**What is required**
Only lines that contain the word "roads" belong in the answer; copy them from the records below.

**Data listing**
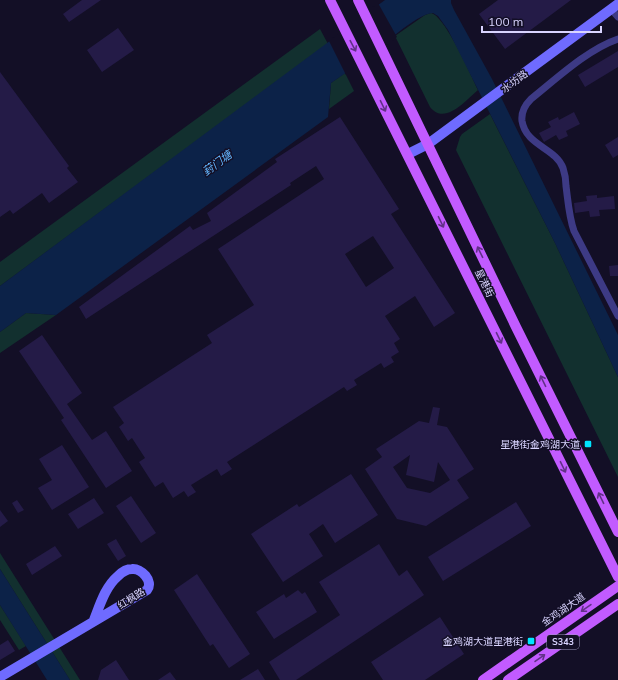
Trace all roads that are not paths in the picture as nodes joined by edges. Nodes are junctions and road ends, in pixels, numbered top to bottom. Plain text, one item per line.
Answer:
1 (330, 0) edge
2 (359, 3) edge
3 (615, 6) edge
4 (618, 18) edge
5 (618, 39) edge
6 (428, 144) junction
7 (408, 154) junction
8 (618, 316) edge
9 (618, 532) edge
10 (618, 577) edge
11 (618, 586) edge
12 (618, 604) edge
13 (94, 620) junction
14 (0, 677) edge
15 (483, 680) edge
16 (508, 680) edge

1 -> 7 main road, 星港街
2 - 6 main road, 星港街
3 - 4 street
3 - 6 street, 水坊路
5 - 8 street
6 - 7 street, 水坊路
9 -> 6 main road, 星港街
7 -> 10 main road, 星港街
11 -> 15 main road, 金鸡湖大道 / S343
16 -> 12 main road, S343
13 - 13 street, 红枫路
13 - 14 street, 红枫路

--

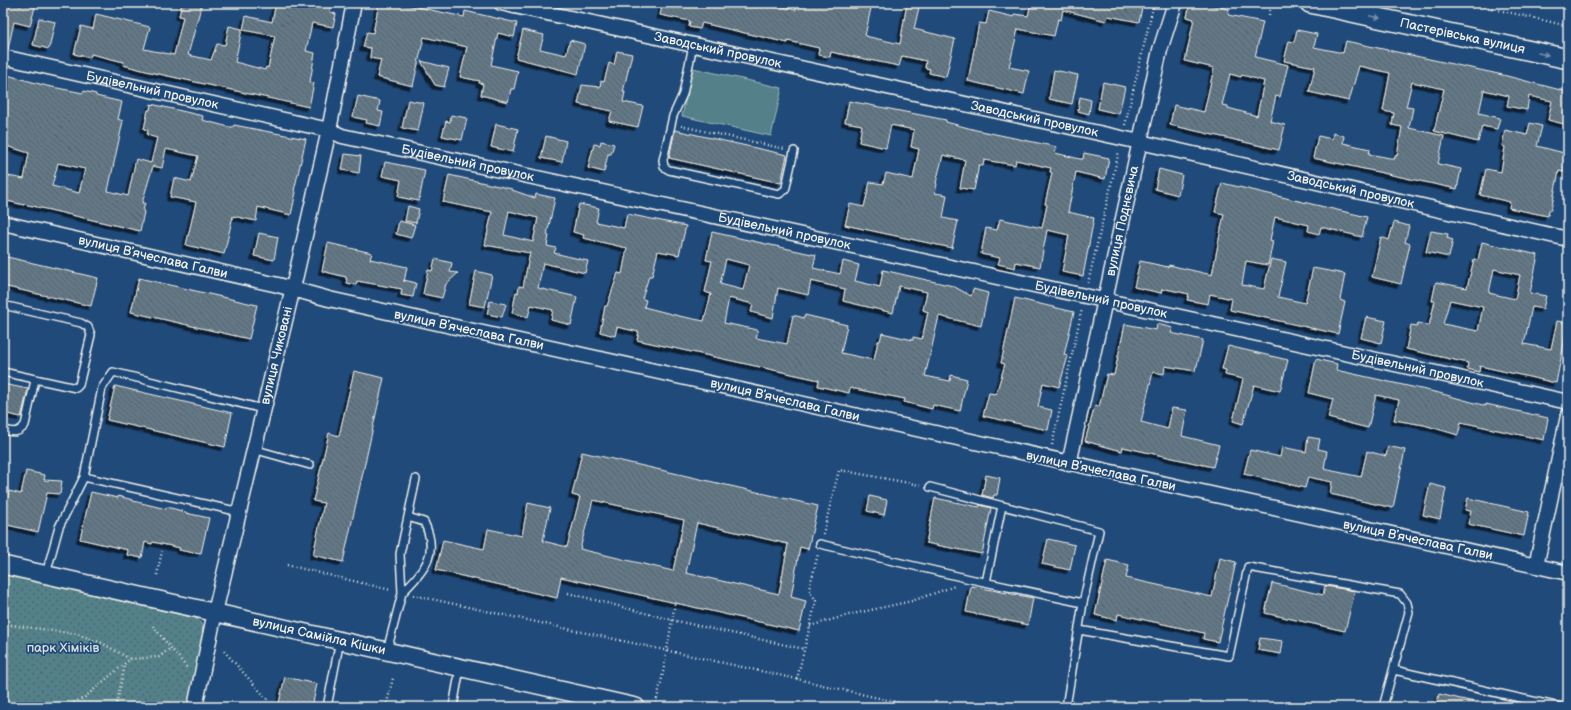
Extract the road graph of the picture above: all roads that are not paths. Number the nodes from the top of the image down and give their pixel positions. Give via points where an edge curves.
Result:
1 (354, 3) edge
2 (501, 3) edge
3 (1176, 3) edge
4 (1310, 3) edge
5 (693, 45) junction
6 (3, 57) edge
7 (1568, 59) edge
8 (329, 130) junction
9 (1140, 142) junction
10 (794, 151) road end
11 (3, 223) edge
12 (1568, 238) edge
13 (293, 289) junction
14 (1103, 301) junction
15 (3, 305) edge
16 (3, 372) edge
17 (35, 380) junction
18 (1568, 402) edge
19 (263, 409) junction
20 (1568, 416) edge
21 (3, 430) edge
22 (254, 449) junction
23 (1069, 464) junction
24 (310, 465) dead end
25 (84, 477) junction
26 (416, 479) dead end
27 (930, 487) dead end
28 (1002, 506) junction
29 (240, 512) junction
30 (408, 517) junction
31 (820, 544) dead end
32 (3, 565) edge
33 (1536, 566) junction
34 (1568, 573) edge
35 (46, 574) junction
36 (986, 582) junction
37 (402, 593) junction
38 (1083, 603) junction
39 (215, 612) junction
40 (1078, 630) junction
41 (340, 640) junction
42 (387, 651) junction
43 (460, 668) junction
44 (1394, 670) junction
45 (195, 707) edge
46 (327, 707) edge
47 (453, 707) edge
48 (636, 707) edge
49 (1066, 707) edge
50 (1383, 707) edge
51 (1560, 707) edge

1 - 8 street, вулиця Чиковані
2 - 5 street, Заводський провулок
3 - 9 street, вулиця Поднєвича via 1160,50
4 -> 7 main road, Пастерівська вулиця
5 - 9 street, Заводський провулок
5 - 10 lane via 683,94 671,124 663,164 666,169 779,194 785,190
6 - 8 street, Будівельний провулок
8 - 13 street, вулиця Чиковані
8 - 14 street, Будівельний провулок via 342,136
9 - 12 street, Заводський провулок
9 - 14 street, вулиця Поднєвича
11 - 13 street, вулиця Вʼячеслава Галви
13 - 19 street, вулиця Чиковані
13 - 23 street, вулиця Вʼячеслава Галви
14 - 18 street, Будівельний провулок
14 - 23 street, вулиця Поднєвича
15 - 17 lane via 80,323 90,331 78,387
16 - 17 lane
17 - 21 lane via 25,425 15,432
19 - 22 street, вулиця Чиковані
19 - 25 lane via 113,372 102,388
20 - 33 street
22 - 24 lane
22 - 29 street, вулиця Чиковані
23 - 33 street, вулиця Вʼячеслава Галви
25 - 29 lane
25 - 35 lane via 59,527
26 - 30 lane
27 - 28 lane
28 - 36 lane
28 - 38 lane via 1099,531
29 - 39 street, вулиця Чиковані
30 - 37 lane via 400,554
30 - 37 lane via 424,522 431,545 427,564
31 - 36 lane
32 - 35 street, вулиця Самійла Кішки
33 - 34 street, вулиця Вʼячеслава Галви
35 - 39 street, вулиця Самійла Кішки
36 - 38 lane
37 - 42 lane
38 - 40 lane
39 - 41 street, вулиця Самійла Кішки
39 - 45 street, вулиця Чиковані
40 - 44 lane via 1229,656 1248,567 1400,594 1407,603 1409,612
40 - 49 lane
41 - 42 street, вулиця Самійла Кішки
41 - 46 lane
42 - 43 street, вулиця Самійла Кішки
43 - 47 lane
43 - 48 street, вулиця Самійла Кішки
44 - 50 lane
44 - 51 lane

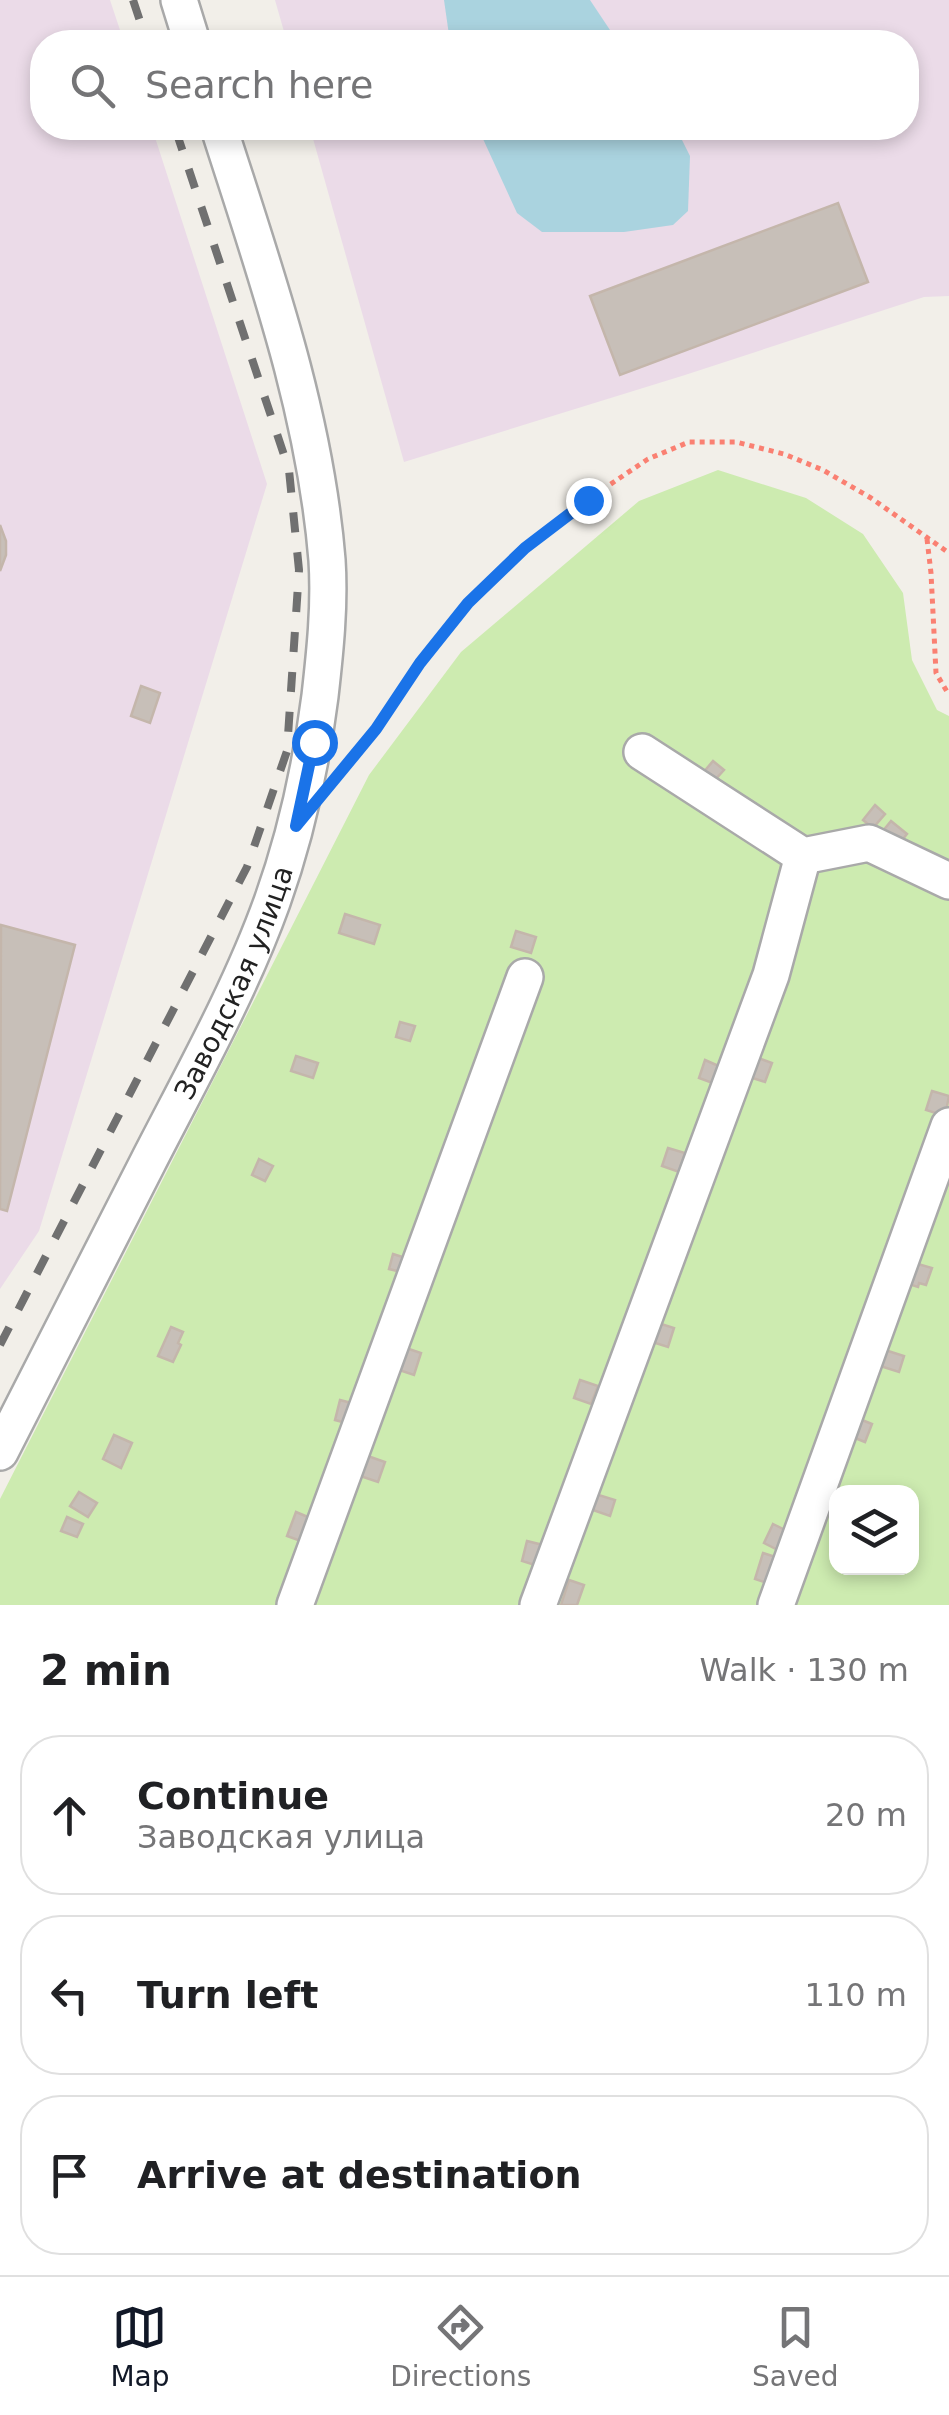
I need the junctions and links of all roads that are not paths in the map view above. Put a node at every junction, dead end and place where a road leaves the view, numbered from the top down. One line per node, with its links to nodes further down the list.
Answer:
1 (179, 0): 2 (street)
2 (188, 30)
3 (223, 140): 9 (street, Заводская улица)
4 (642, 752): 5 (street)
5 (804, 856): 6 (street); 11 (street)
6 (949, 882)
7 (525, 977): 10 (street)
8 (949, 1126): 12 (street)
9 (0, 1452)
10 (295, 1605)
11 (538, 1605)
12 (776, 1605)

**Exercise result**
Trace all roads that are not paths in the picture as nodes joined by edges. Nodes are junctions and road ends, in pixels, numbered top to bottom. Plain text, one item per line.
Extract the road graph of the picture above: all roads that are not paths. Number the nodes from the top of the image down and give their pixel positions. Give via points where an edge curves.
I need the junctions and links of all roads that are not paths in the map view above. Put a node at every junction, dead end and place where a road leaves the view, numbered from the top down. One line per node, with its links to nodes further down the list.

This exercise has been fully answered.